Task to complete. The pictures must be left out, while the rest of the data is copied exactly.

*** Data to examine Section Begins ***

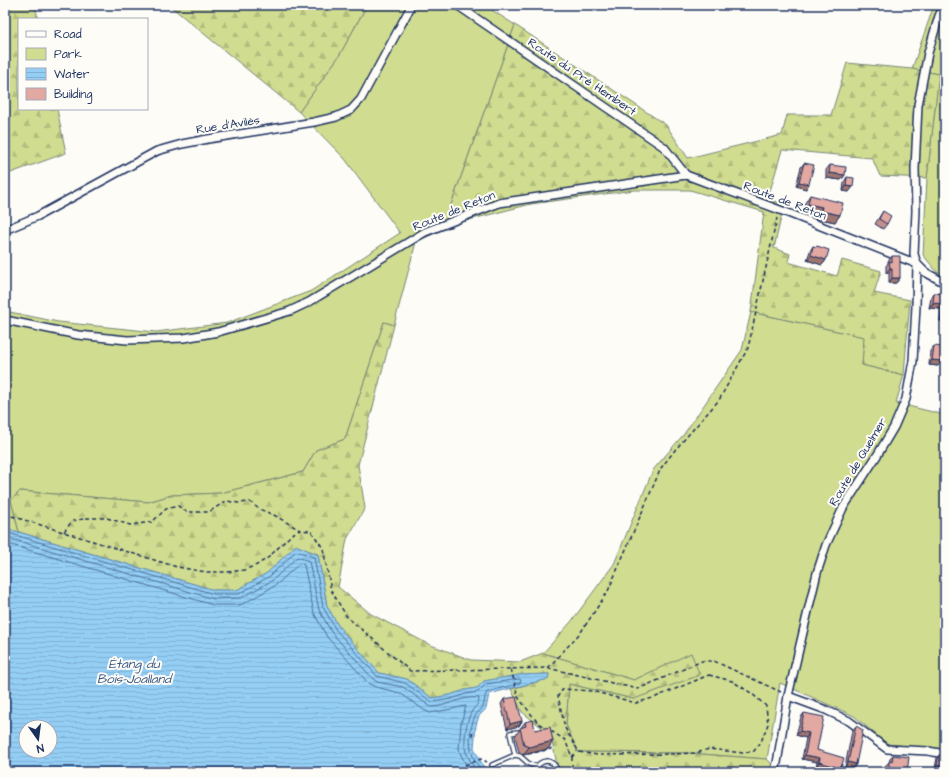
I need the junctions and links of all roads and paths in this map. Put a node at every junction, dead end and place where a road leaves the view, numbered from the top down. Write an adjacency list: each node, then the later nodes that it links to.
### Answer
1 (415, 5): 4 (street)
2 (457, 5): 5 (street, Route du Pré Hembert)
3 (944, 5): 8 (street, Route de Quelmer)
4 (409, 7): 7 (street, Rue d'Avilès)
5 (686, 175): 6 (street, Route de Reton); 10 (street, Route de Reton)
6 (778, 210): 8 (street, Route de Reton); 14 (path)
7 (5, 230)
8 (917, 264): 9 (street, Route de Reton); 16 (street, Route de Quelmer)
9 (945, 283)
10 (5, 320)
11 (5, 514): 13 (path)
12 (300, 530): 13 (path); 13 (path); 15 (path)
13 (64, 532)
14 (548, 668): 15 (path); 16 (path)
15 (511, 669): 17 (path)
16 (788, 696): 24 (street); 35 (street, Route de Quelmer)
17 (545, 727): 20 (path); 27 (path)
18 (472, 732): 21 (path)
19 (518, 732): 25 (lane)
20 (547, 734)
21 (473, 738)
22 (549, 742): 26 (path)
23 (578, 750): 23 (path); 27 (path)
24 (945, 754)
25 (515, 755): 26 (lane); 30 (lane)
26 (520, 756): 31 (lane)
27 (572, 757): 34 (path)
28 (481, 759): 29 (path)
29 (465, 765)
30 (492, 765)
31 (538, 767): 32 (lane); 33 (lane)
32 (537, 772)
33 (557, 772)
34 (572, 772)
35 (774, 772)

*** Data to examine Section Ends ***

Final answer.
I need the junctions and links of all roads and paths in this map. Put a node at every junction, dead end and place where a road leaves the view, numbered from the top down. Write an adjacency list: each node, then the later nodes that it links to.
### Answer
1 (415, 5): 4 (street)
2 (457, 5): 5 (street, Route du Pré Hembert)
3 (944, 5): 8 (street, Route de Quelmer)
4 (409, 7): 7 (street, Rue d'Avilès)
5 (686, 175): 6 (street, Route de Reton); 10 (street, Route de Reton)
6 (778, 210): 8 (street, Route de Reton); 14 (path)
7 (5, 230)
8 (917, 264): 9 (street, Route de Reton); 16 (street, Route de Quelmer)
9 (945, 283)
10 (5, 320)
11 (5, 514): 13 (path)
12 (300, 530): 13 (path); 13 (path); 15 (path)
13 (64, 532)
14 (548, 668): 15 (path); 16 (path)
15 (511, 669): 17 (path)
16 (788, 696): 24 (street); 35 (street, Route de Quelmer)
17 (545, 727): 20 (path); 27 (path)
18 (472, 732): 21 (path)
19 (518, 732): 25 (lane)
20 (547, 734)
21 (473, 738)
22 (549, 742): 26 (path)
23 (578, 750): 23 (path); 27 (path)
24 (945, 754)
25 (515, 755): 26 (lane); 30 (lane)
26 (520, 756): 31 (lane)
27 (572, 757): 34 (path)
28 (481, 759): 29 (path)
29 (465, 765)
30 (492, 765)
31 (538, 767): 32 (lane); 33 (lane)
32 (537, 772)
33 (557, 772)
34 (572, 772)
35 (774, 772)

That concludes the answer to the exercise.